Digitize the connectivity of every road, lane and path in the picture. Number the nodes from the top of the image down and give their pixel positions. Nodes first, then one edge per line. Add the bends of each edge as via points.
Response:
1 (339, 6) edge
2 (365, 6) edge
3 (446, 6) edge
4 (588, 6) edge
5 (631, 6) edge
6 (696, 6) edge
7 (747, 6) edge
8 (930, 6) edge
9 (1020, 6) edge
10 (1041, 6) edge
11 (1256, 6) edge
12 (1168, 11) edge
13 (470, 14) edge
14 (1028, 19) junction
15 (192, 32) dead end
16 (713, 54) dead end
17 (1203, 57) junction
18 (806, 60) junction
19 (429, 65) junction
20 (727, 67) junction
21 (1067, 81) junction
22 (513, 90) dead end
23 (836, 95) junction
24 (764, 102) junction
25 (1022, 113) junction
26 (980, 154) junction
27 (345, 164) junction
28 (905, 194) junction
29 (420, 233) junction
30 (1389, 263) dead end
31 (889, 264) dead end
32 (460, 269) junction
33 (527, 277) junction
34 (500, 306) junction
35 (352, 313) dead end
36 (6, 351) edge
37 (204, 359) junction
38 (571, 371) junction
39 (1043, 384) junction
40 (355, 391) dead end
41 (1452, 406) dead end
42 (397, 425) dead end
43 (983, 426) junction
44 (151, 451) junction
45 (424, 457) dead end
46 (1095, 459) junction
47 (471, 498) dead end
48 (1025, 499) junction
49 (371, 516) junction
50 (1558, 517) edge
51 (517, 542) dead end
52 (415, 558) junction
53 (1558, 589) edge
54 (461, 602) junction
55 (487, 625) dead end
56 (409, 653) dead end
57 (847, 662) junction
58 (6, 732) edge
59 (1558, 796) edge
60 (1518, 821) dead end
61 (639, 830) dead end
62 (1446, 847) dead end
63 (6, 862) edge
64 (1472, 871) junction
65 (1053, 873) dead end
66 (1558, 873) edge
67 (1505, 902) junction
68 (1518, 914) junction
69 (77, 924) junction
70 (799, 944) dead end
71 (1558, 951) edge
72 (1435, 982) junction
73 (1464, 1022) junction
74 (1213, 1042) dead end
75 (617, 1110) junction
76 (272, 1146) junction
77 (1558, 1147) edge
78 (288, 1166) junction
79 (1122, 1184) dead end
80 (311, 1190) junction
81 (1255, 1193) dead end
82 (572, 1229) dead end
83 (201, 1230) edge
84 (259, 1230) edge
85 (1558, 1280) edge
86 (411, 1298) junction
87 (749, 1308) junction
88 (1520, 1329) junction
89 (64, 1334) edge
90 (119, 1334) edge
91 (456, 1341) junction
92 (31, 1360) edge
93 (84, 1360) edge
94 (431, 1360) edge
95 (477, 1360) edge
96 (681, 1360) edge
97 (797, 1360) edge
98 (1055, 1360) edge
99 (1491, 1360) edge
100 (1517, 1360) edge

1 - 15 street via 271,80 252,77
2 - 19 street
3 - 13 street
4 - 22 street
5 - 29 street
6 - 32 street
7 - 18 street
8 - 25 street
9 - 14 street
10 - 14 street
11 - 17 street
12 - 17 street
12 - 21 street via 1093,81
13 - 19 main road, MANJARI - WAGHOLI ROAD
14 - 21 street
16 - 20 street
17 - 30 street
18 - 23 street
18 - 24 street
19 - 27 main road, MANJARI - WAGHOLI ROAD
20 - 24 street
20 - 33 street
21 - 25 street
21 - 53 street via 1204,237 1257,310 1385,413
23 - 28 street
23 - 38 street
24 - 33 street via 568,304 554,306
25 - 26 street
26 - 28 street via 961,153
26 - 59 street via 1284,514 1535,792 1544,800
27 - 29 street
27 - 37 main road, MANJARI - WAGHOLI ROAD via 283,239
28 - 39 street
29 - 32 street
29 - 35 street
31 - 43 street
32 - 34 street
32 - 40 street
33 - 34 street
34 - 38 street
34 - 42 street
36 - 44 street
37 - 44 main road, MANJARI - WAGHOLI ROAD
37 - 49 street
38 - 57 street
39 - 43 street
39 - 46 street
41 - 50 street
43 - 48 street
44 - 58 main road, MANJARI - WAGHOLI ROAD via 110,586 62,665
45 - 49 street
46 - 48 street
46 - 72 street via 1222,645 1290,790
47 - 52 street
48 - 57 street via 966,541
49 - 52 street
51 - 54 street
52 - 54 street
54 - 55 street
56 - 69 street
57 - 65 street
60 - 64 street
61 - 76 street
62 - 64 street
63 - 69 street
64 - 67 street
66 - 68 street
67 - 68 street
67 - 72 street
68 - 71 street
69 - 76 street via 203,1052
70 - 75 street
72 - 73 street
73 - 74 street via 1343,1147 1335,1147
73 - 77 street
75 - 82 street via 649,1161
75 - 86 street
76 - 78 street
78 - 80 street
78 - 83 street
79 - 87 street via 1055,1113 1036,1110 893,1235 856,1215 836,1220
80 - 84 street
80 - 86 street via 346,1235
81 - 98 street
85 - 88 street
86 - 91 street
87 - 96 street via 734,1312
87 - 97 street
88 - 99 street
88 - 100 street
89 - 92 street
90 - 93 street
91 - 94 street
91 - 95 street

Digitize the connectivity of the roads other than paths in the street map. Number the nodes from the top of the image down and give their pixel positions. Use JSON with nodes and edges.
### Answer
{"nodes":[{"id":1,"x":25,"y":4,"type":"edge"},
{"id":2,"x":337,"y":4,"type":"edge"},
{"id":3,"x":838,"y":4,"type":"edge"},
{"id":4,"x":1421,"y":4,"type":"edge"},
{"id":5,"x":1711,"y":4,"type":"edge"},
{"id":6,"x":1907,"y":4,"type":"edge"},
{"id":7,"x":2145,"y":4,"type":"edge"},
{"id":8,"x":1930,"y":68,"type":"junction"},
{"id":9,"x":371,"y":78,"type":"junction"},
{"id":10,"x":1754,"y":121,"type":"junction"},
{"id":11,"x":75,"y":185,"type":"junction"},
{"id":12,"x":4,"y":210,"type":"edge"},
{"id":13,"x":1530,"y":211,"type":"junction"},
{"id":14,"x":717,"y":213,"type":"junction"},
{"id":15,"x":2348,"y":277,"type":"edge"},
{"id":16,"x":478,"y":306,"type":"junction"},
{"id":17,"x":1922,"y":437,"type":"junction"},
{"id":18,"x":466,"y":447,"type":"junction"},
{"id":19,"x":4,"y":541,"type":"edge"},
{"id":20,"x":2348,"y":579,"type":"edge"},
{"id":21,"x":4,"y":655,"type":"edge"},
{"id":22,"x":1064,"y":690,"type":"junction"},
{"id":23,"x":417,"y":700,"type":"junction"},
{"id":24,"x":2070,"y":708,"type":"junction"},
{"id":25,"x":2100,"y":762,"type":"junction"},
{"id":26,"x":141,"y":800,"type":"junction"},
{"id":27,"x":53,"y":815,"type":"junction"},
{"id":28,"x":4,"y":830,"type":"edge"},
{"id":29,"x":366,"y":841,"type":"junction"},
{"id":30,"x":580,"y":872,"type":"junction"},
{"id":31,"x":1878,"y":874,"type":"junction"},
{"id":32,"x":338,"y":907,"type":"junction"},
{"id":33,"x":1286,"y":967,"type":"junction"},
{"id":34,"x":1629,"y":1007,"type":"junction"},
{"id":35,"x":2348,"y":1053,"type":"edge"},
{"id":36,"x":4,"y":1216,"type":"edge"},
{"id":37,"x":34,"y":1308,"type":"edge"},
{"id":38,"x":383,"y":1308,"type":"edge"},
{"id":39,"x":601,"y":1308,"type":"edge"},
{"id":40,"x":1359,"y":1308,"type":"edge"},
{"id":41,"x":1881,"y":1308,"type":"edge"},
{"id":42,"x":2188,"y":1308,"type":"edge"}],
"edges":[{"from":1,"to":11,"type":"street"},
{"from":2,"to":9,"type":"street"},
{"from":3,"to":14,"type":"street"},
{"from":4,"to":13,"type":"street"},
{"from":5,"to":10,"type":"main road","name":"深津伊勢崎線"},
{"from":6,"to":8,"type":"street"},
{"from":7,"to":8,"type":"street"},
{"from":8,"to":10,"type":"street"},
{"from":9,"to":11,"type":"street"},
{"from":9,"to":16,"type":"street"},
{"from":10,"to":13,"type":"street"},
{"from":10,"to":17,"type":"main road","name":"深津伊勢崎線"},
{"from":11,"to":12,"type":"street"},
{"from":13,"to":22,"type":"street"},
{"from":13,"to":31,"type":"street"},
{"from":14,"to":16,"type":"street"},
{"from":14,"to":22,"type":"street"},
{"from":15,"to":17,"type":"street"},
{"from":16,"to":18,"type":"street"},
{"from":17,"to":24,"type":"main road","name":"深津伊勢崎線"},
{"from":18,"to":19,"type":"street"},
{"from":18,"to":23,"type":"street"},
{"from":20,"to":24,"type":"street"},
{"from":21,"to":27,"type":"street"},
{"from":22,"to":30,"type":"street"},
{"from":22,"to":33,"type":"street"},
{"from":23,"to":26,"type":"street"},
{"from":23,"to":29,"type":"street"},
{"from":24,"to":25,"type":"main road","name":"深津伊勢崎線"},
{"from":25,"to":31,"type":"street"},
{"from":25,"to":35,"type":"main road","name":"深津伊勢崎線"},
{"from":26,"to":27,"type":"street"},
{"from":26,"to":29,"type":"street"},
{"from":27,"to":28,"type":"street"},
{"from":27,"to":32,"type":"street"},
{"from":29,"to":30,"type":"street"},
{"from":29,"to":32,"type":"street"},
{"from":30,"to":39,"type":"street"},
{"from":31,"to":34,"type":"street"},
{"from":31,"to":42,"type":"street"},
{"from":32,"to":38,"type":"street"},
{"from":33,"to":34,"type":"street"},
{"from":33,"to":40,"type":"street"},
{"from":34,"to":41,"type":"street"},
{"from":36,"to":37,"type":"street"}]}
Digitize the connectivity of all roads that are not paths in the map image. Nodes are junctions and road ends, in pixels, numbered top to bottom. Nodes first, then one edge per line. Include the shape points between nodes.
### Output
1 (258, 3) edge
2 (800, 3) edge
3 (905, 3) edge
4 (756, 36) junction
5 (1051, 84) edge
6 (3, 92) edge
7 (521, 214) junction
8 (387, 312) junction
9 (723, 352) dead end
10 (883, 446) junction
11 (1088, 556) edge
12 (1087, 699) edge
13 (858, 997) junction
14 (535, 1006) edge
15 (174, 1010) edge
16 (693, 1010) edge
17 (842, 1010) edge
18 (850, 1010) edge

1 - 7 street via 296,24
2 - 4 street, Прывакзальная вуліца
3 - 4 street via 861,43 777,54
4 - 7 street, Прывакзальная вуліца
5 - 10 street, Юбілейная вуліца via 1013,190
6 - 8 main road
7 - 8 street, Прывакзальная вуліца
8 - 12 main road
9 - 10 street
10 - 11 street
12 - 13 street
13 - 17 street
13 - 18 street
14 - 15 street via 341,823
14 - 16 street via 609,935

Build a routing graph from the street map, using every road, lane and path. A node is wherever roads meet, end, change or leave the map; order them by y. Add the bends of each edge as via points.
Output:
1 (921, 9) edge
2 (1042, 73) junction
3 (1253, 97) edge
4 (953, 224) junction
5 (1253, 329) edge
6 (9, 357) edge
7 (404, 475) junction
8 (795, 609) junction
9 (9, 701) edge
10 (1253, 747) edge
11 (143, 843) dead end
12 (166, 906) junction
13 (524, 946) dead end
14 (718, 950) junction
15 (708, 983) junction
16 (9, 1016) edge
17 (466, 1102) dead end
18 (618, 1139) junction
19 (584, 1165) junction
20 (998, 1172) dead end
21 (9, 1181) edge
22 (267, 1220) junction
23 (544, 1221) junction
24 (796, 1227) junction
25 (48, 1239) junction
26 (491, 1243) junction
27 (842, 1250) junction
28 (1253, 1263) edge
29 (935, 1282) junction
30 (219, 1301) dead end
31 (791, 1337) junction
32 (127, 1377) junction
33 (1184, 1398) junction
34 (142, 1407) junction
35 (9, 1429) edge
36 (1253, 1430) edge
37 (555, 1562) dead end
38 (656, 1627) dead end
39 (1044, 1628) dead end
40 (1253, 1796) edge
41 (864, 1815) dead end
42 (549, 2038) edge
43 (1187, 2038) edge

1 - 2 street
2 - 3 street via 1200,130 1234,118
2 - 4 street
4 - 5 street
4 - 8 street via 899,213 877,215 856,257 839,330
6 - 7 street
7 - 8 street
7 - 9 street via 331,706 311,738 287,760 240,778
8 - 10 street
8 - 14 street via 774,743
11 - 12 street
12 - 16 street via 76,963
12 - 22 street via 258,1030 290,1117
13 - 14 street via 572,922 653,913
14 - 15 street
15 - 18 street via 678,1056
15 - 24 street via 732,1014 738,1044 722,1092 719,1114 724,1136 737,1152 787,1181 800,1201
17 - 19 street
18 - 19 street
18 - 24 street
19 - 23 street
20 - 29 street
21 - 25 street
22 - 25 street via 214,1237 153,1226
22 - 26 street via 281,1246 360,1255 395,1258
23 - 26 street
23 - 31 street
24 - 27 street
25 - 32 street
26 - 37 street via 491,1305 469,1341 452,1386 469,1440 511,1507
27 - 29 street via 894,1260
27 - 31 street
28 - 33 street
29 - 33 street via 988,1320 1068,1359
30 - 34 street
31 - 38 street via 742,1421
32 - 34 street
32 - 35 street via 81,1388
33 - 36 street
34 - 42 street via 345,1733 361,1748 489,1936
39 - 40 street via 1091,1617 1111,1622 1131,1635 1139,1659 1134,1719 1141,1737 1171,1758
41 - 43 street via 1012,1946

■ Task to complete ■
From the entries, copy out each line containing the word "roads".

■ Final answer ■
Digitize the connectivity of the roads other than paths in the street map. Number the nodes from the top of the image down and give their pixel positions. Use JSON with nodes and edges.
Digitize the connectivity of all roads that are not paths in the map image. Nodes are junctions and road ends, in pixels, numbered top to bottom. Nodes first, then one edge per line. Include the shape points between nodes.
Build a routing graph from the street map, using every road, lane and path. A node is wherever roads meet, end, change or leave the map; order them by y. Add the bends of each edge as via points.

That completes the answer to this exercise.